Records provided: Begin

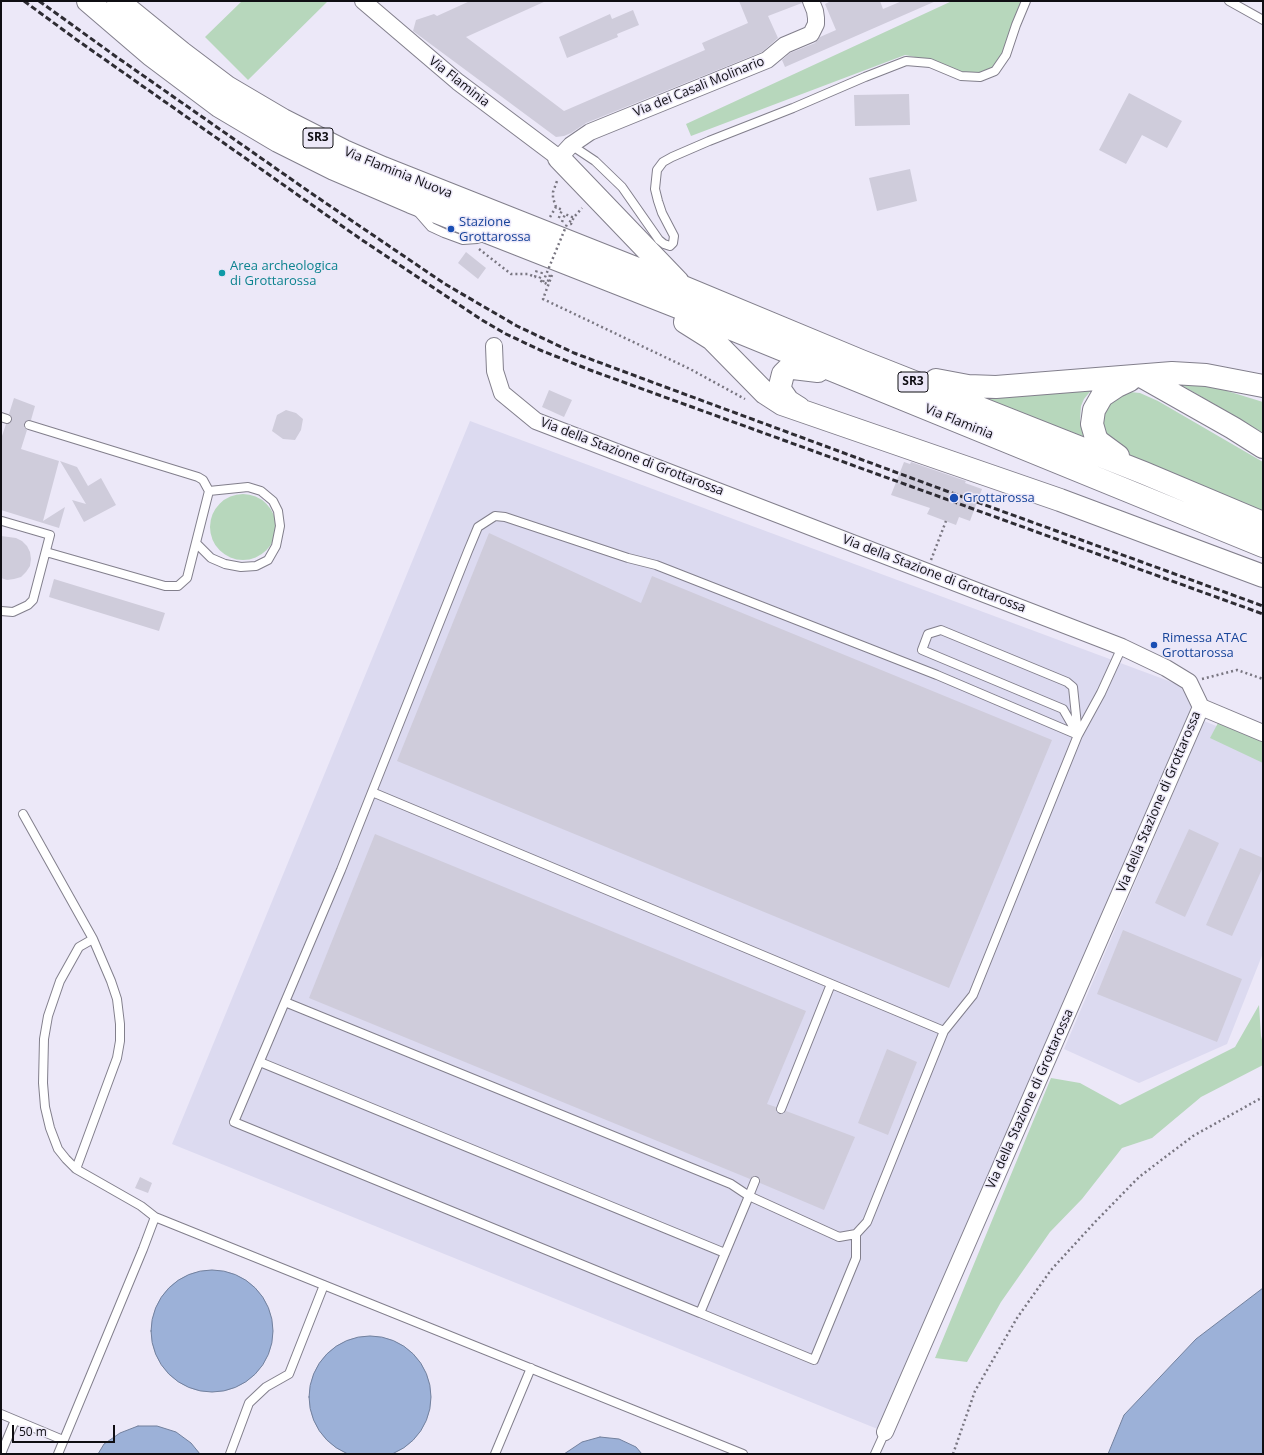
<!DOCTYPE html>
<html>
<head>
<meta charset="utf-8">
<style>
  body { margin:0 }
  #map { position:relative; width:1264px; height:1455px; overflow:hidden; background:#ece8f8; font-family:"Open Sans",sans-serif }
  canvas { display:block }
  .frame { position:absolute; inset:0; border:2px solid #0f0e13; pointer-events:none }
  .scale { position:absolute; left:12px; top:1425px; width:103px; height:18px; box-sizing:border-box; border:2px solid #0f0e13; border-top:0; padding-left:5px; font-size:12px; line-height:14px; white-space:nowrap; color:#0f0e13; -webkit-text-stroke:3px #ece8f8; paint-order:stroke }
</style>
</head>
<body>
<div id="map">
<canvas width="1264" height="1455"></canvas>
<div class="frame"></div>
<div class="scale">50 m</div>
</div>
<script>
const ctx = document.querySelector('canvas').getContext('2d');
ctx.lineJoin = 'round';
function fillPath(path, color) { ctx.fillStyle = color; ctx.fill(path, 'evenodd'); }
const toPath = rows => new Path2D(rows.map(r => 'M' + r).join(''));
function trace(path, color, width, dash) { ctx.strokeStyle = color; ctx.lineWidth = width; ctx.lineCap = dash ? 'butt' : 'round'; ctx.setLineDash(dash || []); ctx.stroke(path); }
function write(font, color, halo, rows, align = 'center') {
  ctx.font = font + ' "Open Sans",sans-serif'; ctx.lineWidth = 3; ctx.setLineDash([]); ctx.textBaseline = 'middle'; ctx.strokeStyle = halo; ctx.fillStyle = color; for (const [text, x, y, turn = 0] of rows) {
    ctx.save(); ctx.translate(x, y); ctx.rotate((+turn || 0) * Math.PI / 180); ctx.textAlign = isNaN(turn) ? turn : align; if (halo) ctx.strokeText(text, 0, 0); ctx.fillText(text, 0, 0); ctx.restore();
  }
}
const industrial = toPath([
  [470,421,1201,693,885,1432,172,1144],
  [1204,721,1263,745,1263,953,1227,1044,1139,1083,1064,1049]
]);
const green = toPath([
  [242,1,328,1,248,80,205,37],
  [952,1,1024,1,998,63,985,72,962,73,935,61,905,55,691,136,686,124],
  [1173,380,1211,386,1263,402,1263,433],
  [1093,388,1084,399,1081,406,1080,420,1087,441,984,398],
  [1130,392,1140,393,1158,401,1263,462,1263,513,1128,455,1101,432,1103,404],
  '210 527a33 33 0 1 1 66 0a33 33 0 1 1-66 0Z',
  [1219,721,1263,740,1263,763,1210,738],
  [1259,1005,1261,1036,1263,1044,1263,1065,1201,1097,1152,1138,1122,1148,1082,1199,1050,1232,1001,1302,967,1362,935,1358,1051,1078,1080,1083,1120,1105,1235,1047]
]);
const water = toPath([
  '151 1331a61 61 0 1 1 122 0a61 61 0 1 1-122 0Z',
  [1263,1288,1263,1454,1108,1454,1124,1415,1196,1339,1263,1288],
  '309 1397a61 61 0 1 1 122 0a61 61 0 1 1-122 0Z',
  [138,1426,157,1426,176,1432,191,1443,200,1454,98,1454,104,1444,120,1433,138,1426],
  [600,1437,619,1439,636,1447,642,1454,564,1454,582,1442,600,1437]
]);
const building = toPath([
  [470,1,546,1,466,37,564,111,705,50,702,43,748,23,739,1,802,1,802,3,768,16,778,38,762,52,586,123,571,133,564,136,556,137,413,31,416,20,434,14,437,16],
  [831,1,880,1,883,9,902,1,936,1,785,67,782,60,790,53,815,43,820,37,836,30,825,4],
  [633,10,639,25,617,34,618,37,567,58,559,37,610,14,612,19],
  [1129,93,1182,121,1167,148,1142,135,1126,164,1099,150],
  [909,94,910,125,855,126,854,95],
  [910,169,917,201,877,211,869,178],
  [466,252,486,268,478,279,458,263],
  [549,390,572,400,564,417,542,407],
  [14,398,35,406,31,420,27,420,24,423,24,427,27,430,21,449,59,461,43,521,65,507,59,528,1,510,1,439,6,424,10,423,12,420,11,416,9,414],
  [286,410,296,413,303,419,301,430,295,440,283,439,272,431,277,415],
  [60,461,77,467,88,486,101,478,116,505,84,522,72,500,86,504],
  [904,462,910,464,911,462,966,481,965,483,982,489,970,521,959,517,956,525,927,514,930,508,891,495],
  [489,533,641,603,652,576,1052,740,949,988,397,761],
  [1,536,16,538,22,541,27,546,30,552,31,559,30,566,26,572,21,577,14,579,7,580,1,578],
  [54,579,165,613,159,631,49,597],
  [1189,829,1219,843,1185,917,1155,903],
  [375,834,806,1011,767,1104,776,1107,776,1112,779,1114,784,1114,786,1111,855,1137,824,1210,760,1183,760,1180,757,1176,754,1176,750,1179,309,998],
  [1240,848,1263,858,1263,867,1232,936,1206,925],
  [1123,930,1242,979,1217,1042,1097,994],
  [887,1049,917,1062,888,1135,858,1123],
  [140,1177,152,1183,148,1193,135,1188]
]);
const path = toPath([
  [556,207,553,198,553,192,557,181],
  [550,217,556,207,562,210,558,220],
  [562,222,565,214,572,217,569,224,571,224,574,217,582,208],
  [479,249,511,274,528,274,535,277,537,269],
  [542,272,539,280,547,284,550,275],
  [552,275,543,299,690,369,745,399],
  [931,560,946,521],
  [1202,679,1237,670,1263,679],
  [953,1454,975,1391,1017,1318,1051,1270,1096,1221,1139,1177,1193,1136,1263,1097]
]);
const service = toPath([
  [1229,1,1263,20],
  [571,145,595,161,622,187,659,240,664,244,670,246,673,243,674,236,662,213,658,201,655,189,657,170,663,162,672,157,709,141,793,108,865,77,906,61,930,63,961,76,980,77,995,71,1006,55,1016,25,1026,1],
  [417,211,431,227,444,233,463,240,477,239,485,237],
  [1,417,7,419],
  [29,425,198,477,203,480,209,491,187,578,178,586,165,586,46,552],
  [196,543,211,558,225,564,241,567,256,566,268,560,276,546,280,526,278,511,273,501,261,491,248,487,209,491],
  [1,611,13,612,28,605,33,600,50,535,2,521],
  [372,792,944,1031,867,1222,856,1234,839,1237,749,1196,700,1313,234,1122,341,870,372,792,468,551,478,527,495,516,505,517,628,558,656,565,937,675,1078,735,1073,687,1067,682,941,630,928,634,922,650,1063,709,1078,735],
  [23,814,93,939,111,981,117,999,120,1024,120,1041,117,1058,76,1169,141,1206,155,1217],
  [285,1002,731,1184,749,1196,755,1181],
  [944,1031,973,995,1078,735,1101,693,1122,647],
  [260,1062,725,1253],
  [781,1109,831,984],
  [76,1169,66,1159,58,1149,50,1128,45,1107,43,1083,44,1039,48,1016,60,981,79,947,93,939],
  [700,1313,814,1360,856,1258,856,1234],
  [1,1414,63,1440],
  [1,1454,15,1420],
  [58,1454,143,1249,155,1217,743,1454],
  [230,1454,249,1403,266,1387,289,1374,324,1285],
  [495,1454,531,1368],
  [875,1454,885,1432]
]);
const minor = toPath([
  [363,1,458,82,559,158,571,145,590,132,767,60,785,45,811,34,816,24,816,18,815,11,811,1],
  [494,346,495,371,502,393,536,421,1122,647,1166,668,1189,682,1201,707,885,1432],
  [1201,707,1263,733]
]);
const trunk = toPath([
  [88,1,151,55,219,106,278,141,334,169,411,202,678,307,1263,546],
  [118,1,182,53,227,87,283,120,344,151,383,168,683,287,861,361,1144,473,1263,523],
  [559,158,678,282],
  [685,322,712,339,765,393,782,404,1060,500,1263,576],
  [1141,376,1233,428,1263,447],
  [936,380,968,386,996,387,1172,373,1206,375,1263,386],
  [799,408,788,401,781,391,780,386,783,374,788,369,793,368,818,371],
  [1118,456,1099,442,1096,438,1092,424,1094,410,1102,396,1117,386,1130,380]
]);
const rail = toPath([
  [24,1,77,40,362,240,482,320,506,334,540,350,590,370,1263,614],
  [39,1,118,58,311,193,445,284,517,326,574,353,668,388,952,493,1263,606]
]);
const pathBridge = toPath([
  [543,282,567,224]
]);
const markers = [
  [451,229,4,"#1a4fb4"],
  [222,273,4,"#0f9aa8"],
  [954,498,5,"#1a4fb4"],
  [1154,645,4,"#1a4fb4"]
];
const shields = [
  [318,138,30],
  [913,382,30]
];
const shieldNames = [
  ["SR3",318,138],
  ["SR3",913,382]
];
const streetNames = [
  ["Via Flaminia",459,82,38],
  ["Via dei Casali Molinario",699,87,-22],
  ["Via Flaminia Nuova",398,173,22],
  ["Via Flaminia",959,422,22],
  ["Via della Stazione di Grottarossa",632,457,21],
  ["Via della Stazione di Grottarossa",934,574,21],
  ["Via della Stazione di Grottarossa",1159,802,-67],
  ["Via della Stazione di Grottarossa",1030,1099,-66]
];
const transitNames = [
  ["Stazione",459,222],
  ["Grottarossa",459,237],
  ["Grottarossa",963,498],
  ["Rimessa ATAC",1162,638],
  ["Grottarossa",1162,653]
];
const cultureNames = [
  ["Area archeologica",230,266],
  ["di Grottarossa",230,281]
];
fillPath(industrial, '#dcdaf0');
fillPath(green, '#b7d7bc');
fillPath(water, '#9cb1d8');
trace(water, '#72809d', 1);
fillPath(building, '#cfccdb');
trace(service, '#827f8c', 10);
trace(minor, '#827f8c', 18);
trace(trunk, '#827f8c', 24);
trace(path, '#797681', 2.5, [2, 3]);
trace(service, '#fff', 8);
trace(minor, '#fff', 16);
trace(trunk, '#fff', 22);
trace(rail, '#2e2c33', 3, [6, 3]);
trace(pathBridge, '#797681', 2.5, [2, 3]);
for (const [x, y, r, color] of markers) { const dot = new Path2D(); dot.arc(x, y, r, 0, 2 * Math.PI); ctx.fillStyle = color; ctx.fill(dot); trace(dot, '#ece8f8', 1.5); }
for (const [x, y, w] of shields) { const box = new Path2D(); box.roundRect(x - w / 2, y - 10, w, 20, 3); ctx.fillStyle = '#ece8f8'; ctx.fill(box); trace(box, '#0f0e13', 1); }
write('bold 12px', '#0f0e13', null, shieldNames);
write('13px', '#0f0e13', '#ece8f8', streetNames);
write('13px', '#164399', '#ece8f8', transitNames, 'left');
write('13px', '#0d838f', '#ece8f8', cultureNames, 'left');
</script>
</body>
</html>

Records provided: End

Once you have counted the lines above containing the word "strokeStyle", state that number and nothing more.

▶ **Task result**:
2